Removes redundant queries that would return similar results
and ensures queries are linked to intent fields.
"""

from typing import List
from loguru import logger

from models.research_intent_models import ResearchIntent, ResearchQuery


def deduplicate_queries(
    queries: List[ResearchQuery],
    intent: ResearchIntent
) -> List[ResearchQuery]:
    """
    Remove redundant queries that would return similar results.

    Rules:
    1. If two queries are semantically very similar (same keywords, same purpose), merge them
    2. If a query can answer multiple secondary questions, combine them
    3. If focus areas overlap significantly, don't create separate queries
    4. Maximum 8 queries - prioritize by importance
    5. Always keep the primary query (addresses_primary_question=True)
    """
    if len(queries) <= 8:
        # Still check for exact duplicates
        seen_queries = set()
        deduplicated = []
        for query in queries:
            query_key = (query.query.lower().strip(), query.provider)
            if query_key not in seen_queries:
                seen_queries.add(query_key)
                deduplicated.append(query)
        return deduplicated

    # Sort by priority (highest first)
    queries.sort(key=lambda q: q.priority, reverse=True)

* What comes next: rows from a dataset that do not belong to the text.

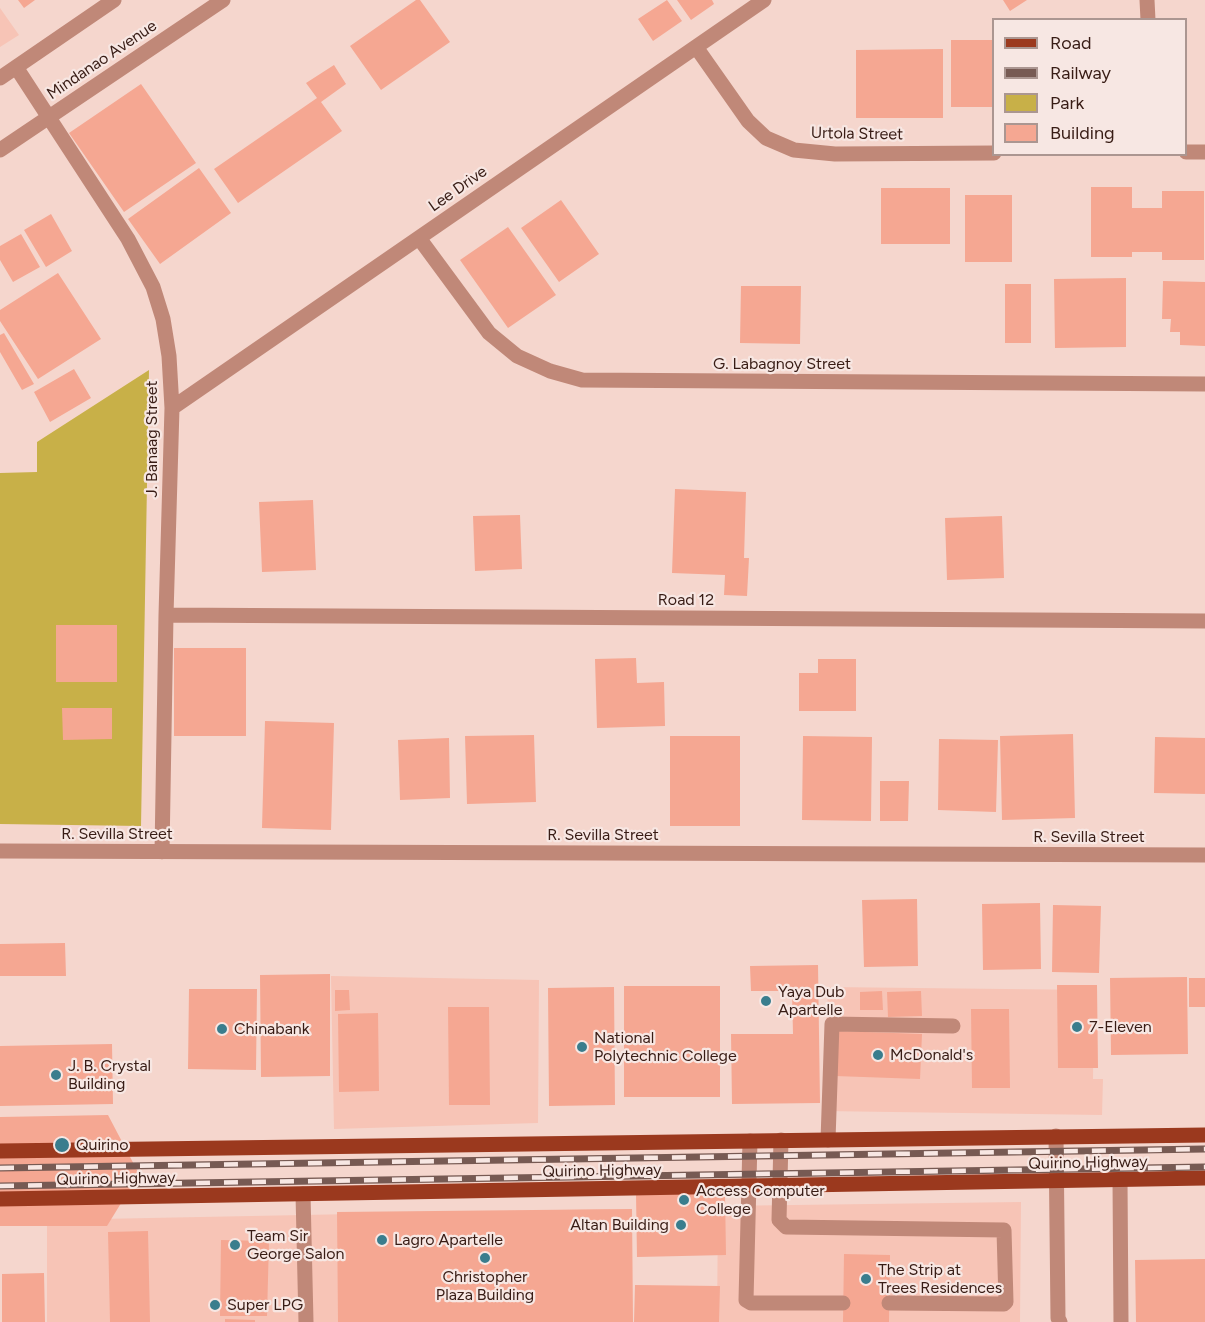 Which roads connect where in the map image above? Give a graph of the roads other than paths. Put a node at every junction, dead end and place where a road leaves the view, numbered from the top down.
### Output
1 (114, 0) edge
2 (223, 0) edge
3 (764, 0) edge
4 (1147, 0) edge
5 (1148, 18) edge
6 (696, 47) junction
7 (16, 67) junction
8 (0, 78) edge
9 (49, 117) junction
10 (0, 150) edge
11 (1187, 152) edge
12 (1205, 152) edge
13 (992, 153) edge
14 (419, 238) junction
15 (1205, 384) edge
16 (172, 408) junction
17 (166, 615) junction
18 (1205, 621) edge
19 (0, 851) edge
20 (162, 852) junction
21 (1205, 855) edge
22 (953, 1026) dead end
23 (1205, 1135) edge
24 (1056, 1136) junction
25 (781, 1140) junction
26 (828, 1140) junction
27 (750, 1141) junction
28 (0, 1151) edge
29 (1205, 1179) edge
30 (1120, 1180) junction
31 (1057, 1181) junction
32 (749, 1186) junction
33 (780, 1186) junction
34 (303, 1194) junction
35 (0, 1199) edge
36 (843, 1303) dead end
37 (889, 1303) dead end
38 (1058, 1321) edge
39 (306, 1322) edge
40 (1121, 1322) edge

1 - 7 street
2 - 9 street, Mindanao Avenue
3 - 6 street, Lee Drive
4 - 5 street
6 - 13 street, Urtola Street
6 - 14 street, Lee Drive
7 - 8 street
7 - 9 street, J. Banaag Street
9 - 10 street, Mindanao Avenue
9 - 16 street, J. Banaag Street
11 - 12 street
14 - 15 street, G. Labagnoy Street
14 - 16 street, Lee Drive
16 - 17 street, J. Banaag Street
17 - 18 street, Road 12
17 - 20 street, J. Banaag Street
19 - 20 street, R. Sevilla Street
20 - 21 street, R. Sevilla Street
22 - 26 street
23 - 24 main road, Quirino Highway
24 - 26 main road, Quirino Highway
24 - 31 street
25 - 26 main road, Quirino Highway
25 - 27 main road, Quirino Highway
25 - 33 street
27 - 28 main road, Quirino Highway
27 - 32 street
29 - 30 main road, Quirino Highway
30 - 31 main road, Quirino Highway
30 - 40 street
31 - 33 main road, Quirino Highway
31 - 38 street
32 - 33 main road, Quirino Highway
32 - 34 main road, Quirino Highway
32 - 36 street
33 - 37 street
34 - 35 main road, Quirino Highway
34 - 39 street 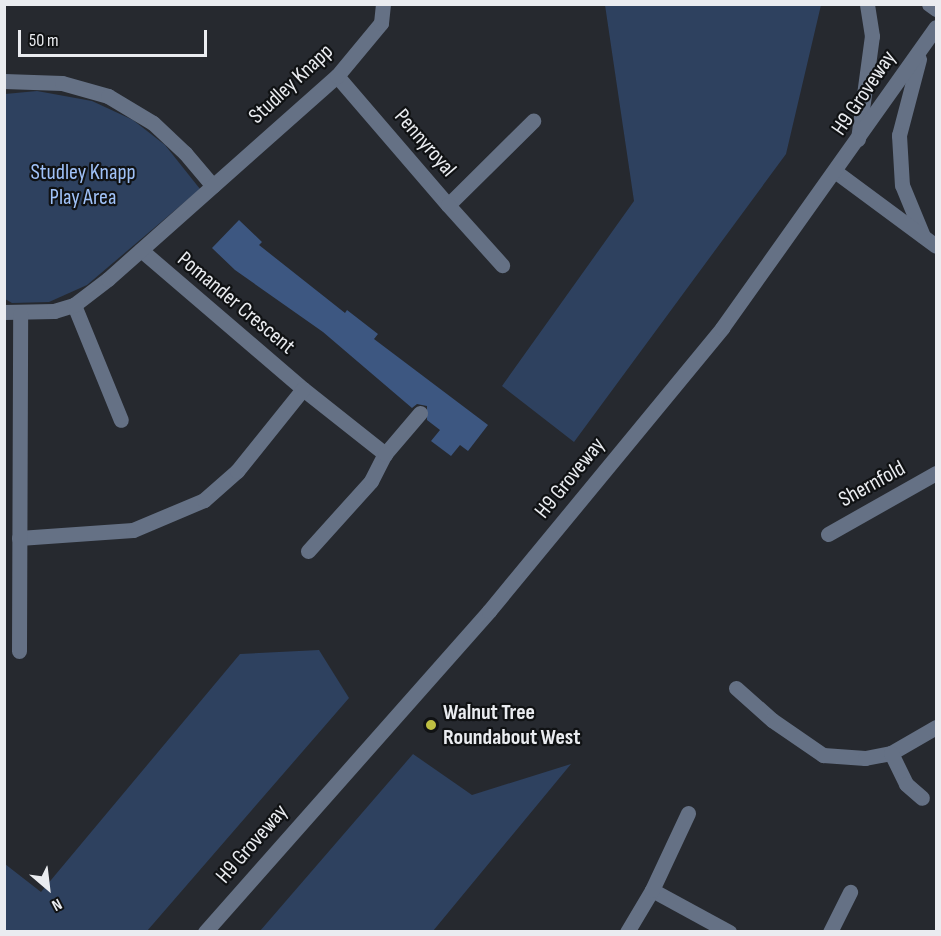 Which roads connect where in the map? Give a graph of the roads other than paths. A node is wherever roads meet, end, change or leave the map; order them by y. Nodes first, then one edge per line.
1 (383, 4) edge
2 (867, 4) edge
3 (929, 4) edge
4 (936, 9) edge
5 (936, 27) edge
6 (922, 48) junction
7 (337, 76) junction
8 (4, 81) edge
9 (533, 121) dead end
10 (858, 142) junction
11 (836, 172) junction
12 (213, 186) junction
13 (448, 205) junction
14 (923, 236) junction
15 (936, 246) edge
16 (141, 250) junction
17 (502, 265) dead end
18 (74, 305) junction
19 (12, 313) edge
20 (303, 389) junction
21 (420, 414) dead end
22 (121, 420) dead end
23 (385, 454) junction
24 (936, 473) edge
25 (828, 534) dead end
26 (19, 538) junction
27 (308, 551) dead end
28 (18, 651) dead end
29 (736, 688) dead end
30 (936, 727) edge
31 (891, 753) junction
32 (922, 798) dead end
33 (688, 813) dead end
34 (652, 890) junction
35 (850, 892) dead end
36 (205, 932) edge
37 (627, 932) edge
38 (729, 932) edge
39 (830, 932) edge

1 - 7 street, Studley Knapp
2 - 10 street
3 - 4 street
5 - 6 street, H9 Groveway
6 - 10 street, H9 Groveway
6 - 14 street
7 - 12 street, Studley Knapp
7 - 13 street, Pennyroyal
8 - 12 street
9 - 13 street, Pennyroyal
10 - 11 street, H9 Groveway
11 - 14 street
11 - 36 street, H9 Groveway
12 - 16 street, Studley Knapp
13 - 17 street
14 - 15 street
16 - 18 street, Studley Knapp
16 - 20 street, Pomander Crescent
18 - 19 street, Studley Knapp
18 - 22 street
19 - 26 street
20 - 23 street, Pomander Crescent
20 - 26 street
21 - 23 street
23 - 27 street
24 - 25 street, Shernfold
26 - 28 street
29 - 31 street
30 - 31 street
31 - 32 street
33 - 34 street
34 - 37 street
34 - 38 street
35 - 39 street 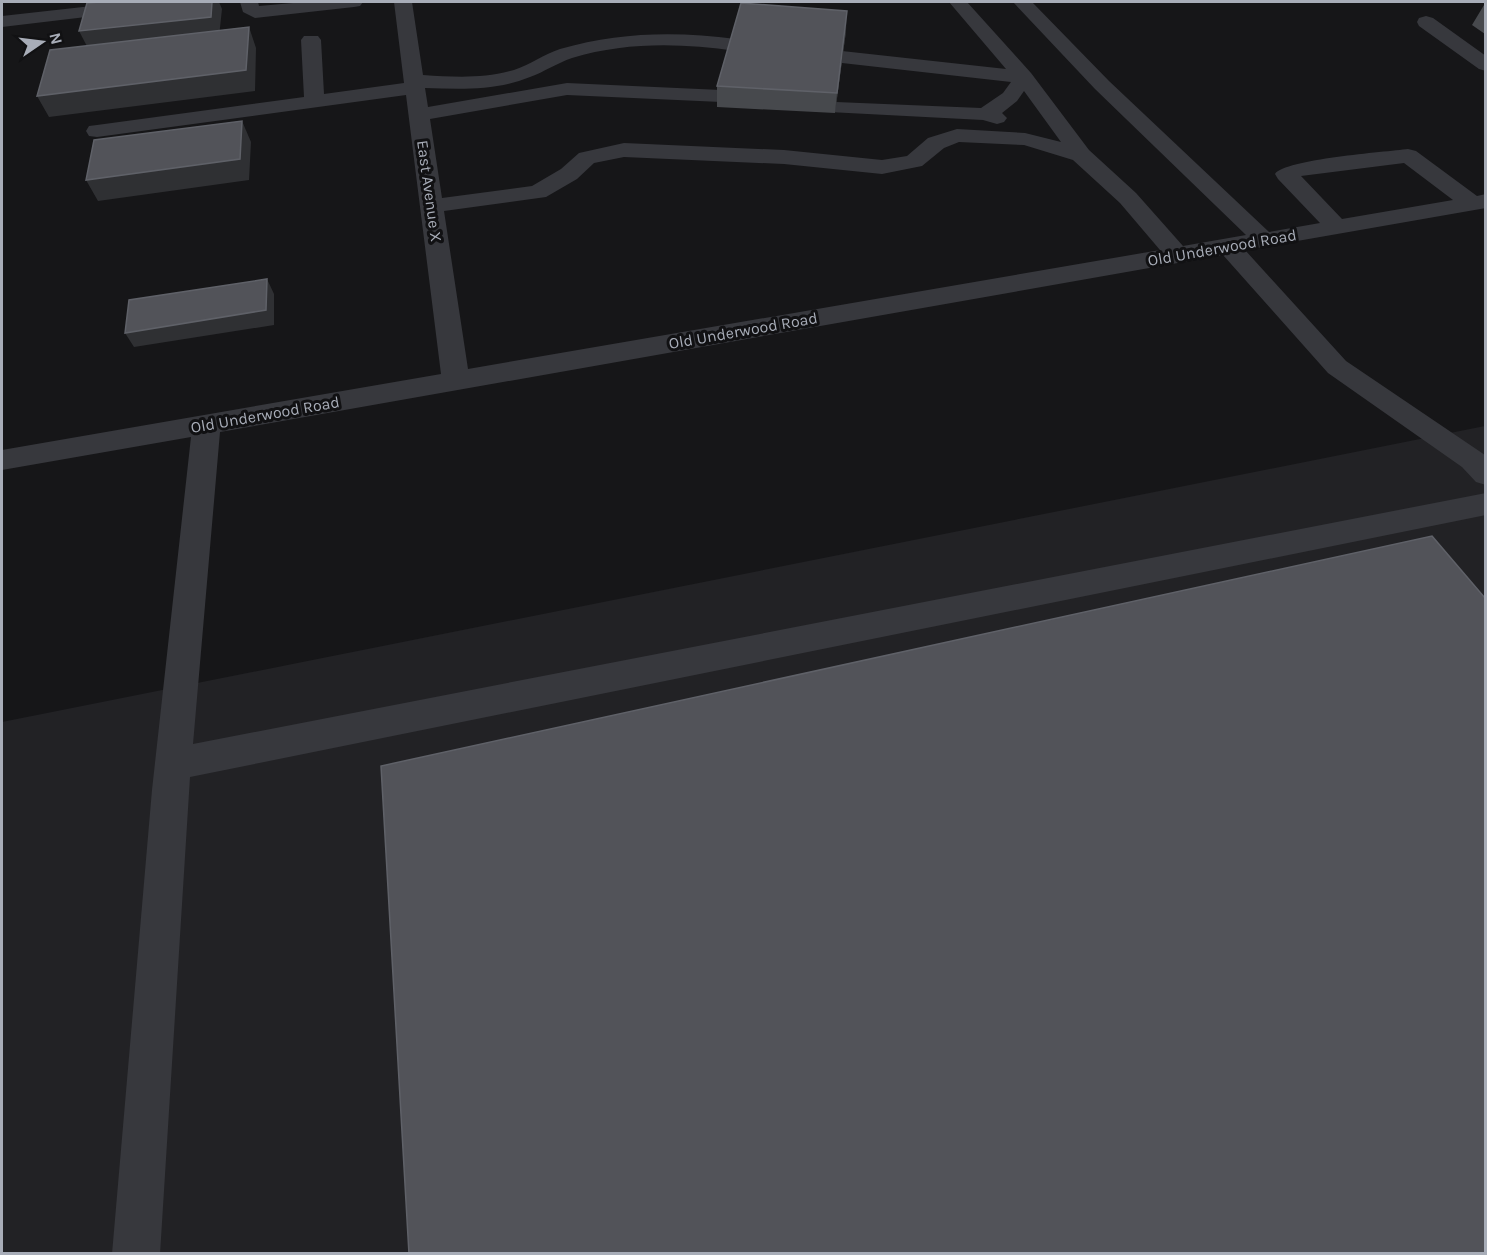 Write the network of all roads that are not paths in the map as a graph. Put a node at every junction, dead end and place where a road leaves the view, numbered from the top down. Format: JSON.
{"nodes":[{"id":1,"x":170,"y":2,"type":"edge"},
{"id":2,"x":249,"y":2,"type":"edge"},
{"id":3,"x":354,"y":2,"type":"edge"},
{"id":4,"x":403,"y":2,"type":"edge"},
{"id":5,"x":954,"y":2,"type":"edge"},
{"id":6,"x":1022,"y":2,"type":"edge"},
{"id":7,"x":2,"y":22,"type":"edge"},
{"id":8,"x":1426,"y":22,"type":"dead end"},
{"id":9,"x":311,"y":40,"type":"dead end"},
{"id":10,"x":735,"y":45,"type":"edge"},
{"id":11,"x":842,"y":57,"type":"edge"},
{"id":12,"x":1485,"y":65,"type":"edge"},
{"id":13,"x":1024,"y":77,"type":"junction"},
{"id":14,"x":415,"y":84,"type":"junction"},
{"id":15,"x":721,"y":96,"type":"edge"},
{"id":16,"x":314,"y":102,"type":"junction"},
{"id":17,"x":836,"y":108,"type":"edge"},
{"id":18,"x":986,"y":114,"type":"junction"},
{"id":19,"x":419,"y":115,"type":"junction"},
{"id":20,"x":97,"y":131,"type":"dead end"},
{"id":21,"x":1081,"y":155,"type":"junction"},
{"id":22,"x":1479,"y":202,"type":"edge"},
{"id":23,"x":432,"y":206,"type":"junction"},
{"id":24,"x":1337,"y":227,"type":"junction"},
{"id":25,"x":1264,"y":240,"type":"junction"},
{"id":26,"x":1228,"y":246,"type":"junction"},
{"id":27,"x":1177,"y":255,"type":"junction"},
{"id":28,"x":456,"y":381,"type":"junction"},
{"id":29,"x":207,"y":424,"type":"junction"},
{"id":30,"x":2,"y":460,"type":"edge"},
{"id":31,"x":1485,"y":474,"type":"edge"},
{"id":32,"x":1485,"y":504,"type":"edge"},
{"id":33,"x":173,"y":764,"type":"junction"},
{"id":34,"x":136,"y":1254,"type":"edge"}],
"edges":[{"from":1,"to":7,"type":"street"},
{"from":2,"to":3,"type":"street"},
{"from":4,"to":14,"type":"street","name":"East Avenue X"},
{"from":5,"to":13,"type":"street"},
{"from":6,"to":25,"type":"street"},
{"from":8,"to":12,"type":"street"},
{"from":9,"to":16,"type":"street"},
{"from":10,"to":14,"type":"street"},
{"from":11,"to":13,"type":"street"},
{"from":13,"to":18,"type":"street"},
{"from":13,"to":21,"type":"street"},
{"from":14,"to":16,"type":"street"},
{"from":14,"to":19,"type":"street","name":"East Avenue X"},
{"from":15,"to":19,"type":"street"},
{"from":16,"to":20,"type":"street"},
{"from":17,"to":18,"type":"street"},
{"from":18,"to":21,"type":"street"},
{"from":19,"to":23,"type":"street","name":"East Avenue X"},
{"from":21,"to":23,"type":"street"},
{"from":21,"to":27,"type":"street"},
{"from":22,"to":24,"type":"street","name":"Old Underwood Road"},
{"from":22,"to":24,"type":"street"},
{"from":23,"to":28,"type":"street","name":"East Avenue X"},
{"from":24,"to":25,"type":"street","name":"Old Underwood Road"},
{"from":25,"to":26,"type":"street","name":"Old Underwood Road"},
{"from":26,"to":27,"type":"street","name":"Old Underwood Road"},
{"from":26,"to":31,"type":"street"},
{"from":27,"to":28,"type":"street","name":"Old Underwood Road"},
{"from":28,"to":29,"type":"street","name":"Old Underwood Road"},
{"from":29,"to":30,"type":"street","name":"Old Underwood Road"},
{"from":29,"to":33,"type":"street"},
{"from":32,"to":33,"type":"street"},
{"from":33,"to":34,"type":"street"}]}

    # Always keep primary query
    primary_queries = [q for q in queries if q.addresses_primary_question]
    other_queries = [q for q in queries if not q.addresses_primary_question]

    deduplicated = []
    seen_keywords = set()

    # Add primary queries first (should be only one, but handle multiple)
    for query in primary_queries:
        query_key = (query.query.lower().strip(), query.provider)
        if query_key not in seen_keywords:
            seen_keywords.add(query_key)
            deduplicated.append(query)

    # Process other queries with similarity checking
    for query in other_queries:
        query_key = (query.query.lower().strip(), query.provider)

        # Check for exact duplicate
        if query_key in seen_keywords:
            continue

        # Check for semantic similarity with existing queries
        query_words = set(query.query.lower().split())
        is_duplicate = False

        for existing in deduplicated:
            existing_words = set(existing.query.lower().split())

            # Calculate Jaccard similarity (intersection over union)
            intersection = query_words & existing_words
            union = query_words | existing_words
            similarity = len(intersection) / len(union) if union else 0

            # CRITICAL: Don't merge queries that target different focus areas or also_answering topics
            # These should remain separate even if they're similar
            query_focus_areas = set(query.targets_focus_areas)
            existing_focus_areas = set(existing.targets_focus_areas)
            query_also_answering = set(query.covers_also_answering)
            existing_also_answering = set(existing.covers_also_answering)

            # If queries target different focus areas, keep them separate
            if query_focus_areas and existing_focus_areas and query_focus_areas != existing_focus_areas:
                continue  # Keep separate - different focus areas

            # If queries cover different also_answering topics, keep them separate
            if query_also_answering and existing_also_answering and query_also_answering != existing_also_answering:
                continue  # Keep separate - different also_answering topics

            # Only consider duplicate if >90% similarity (increased from 80%) AND same purpose/provider AND same focus/also_answering
            # This is more strict to avoid over-deduplication
            if similarity > 0.9 and query.purpose == existing.purpose and query.provider == existing.provider:
                # Only merge if they truly target the same things
                if query_focus_areas == existing_focus_areas and query_also_answering == existing_also_answering:
                    is_duplicate = True
                    # Merge: update existing query's linking arrays
                    existing.addresses_secondary_questions = list(set(
                        existing.addresses_secondary_questions + query.addresses_secondary_questions
                    ))
                    existing.targets_focus_areas = list(set(
                        existing.targets_focus_areas + query.targets_focus_areas
                    ))
                    existing.covers_also_answering = list(set(
                        existing.covers_also_answering + query.covers_also_answering
                    ))
                    # Update expected_results to reflect merged coverage
                    if query.expected_results and query.expected_results not in existing.expected_results:
                        existing.expected_results += f" Also covers: {query.expected_results}"
                    break

        if not is_duplicate:
            deduplicated.append(query)
            seen_keywords.add(query_key)

        # Limit to 8 queries total
        if len(deduplicated) >= 8:
            break

    logger.info(f"Deduplicated queries: {len(queries)} -> {len(deduplicated)}")
    return deduplicated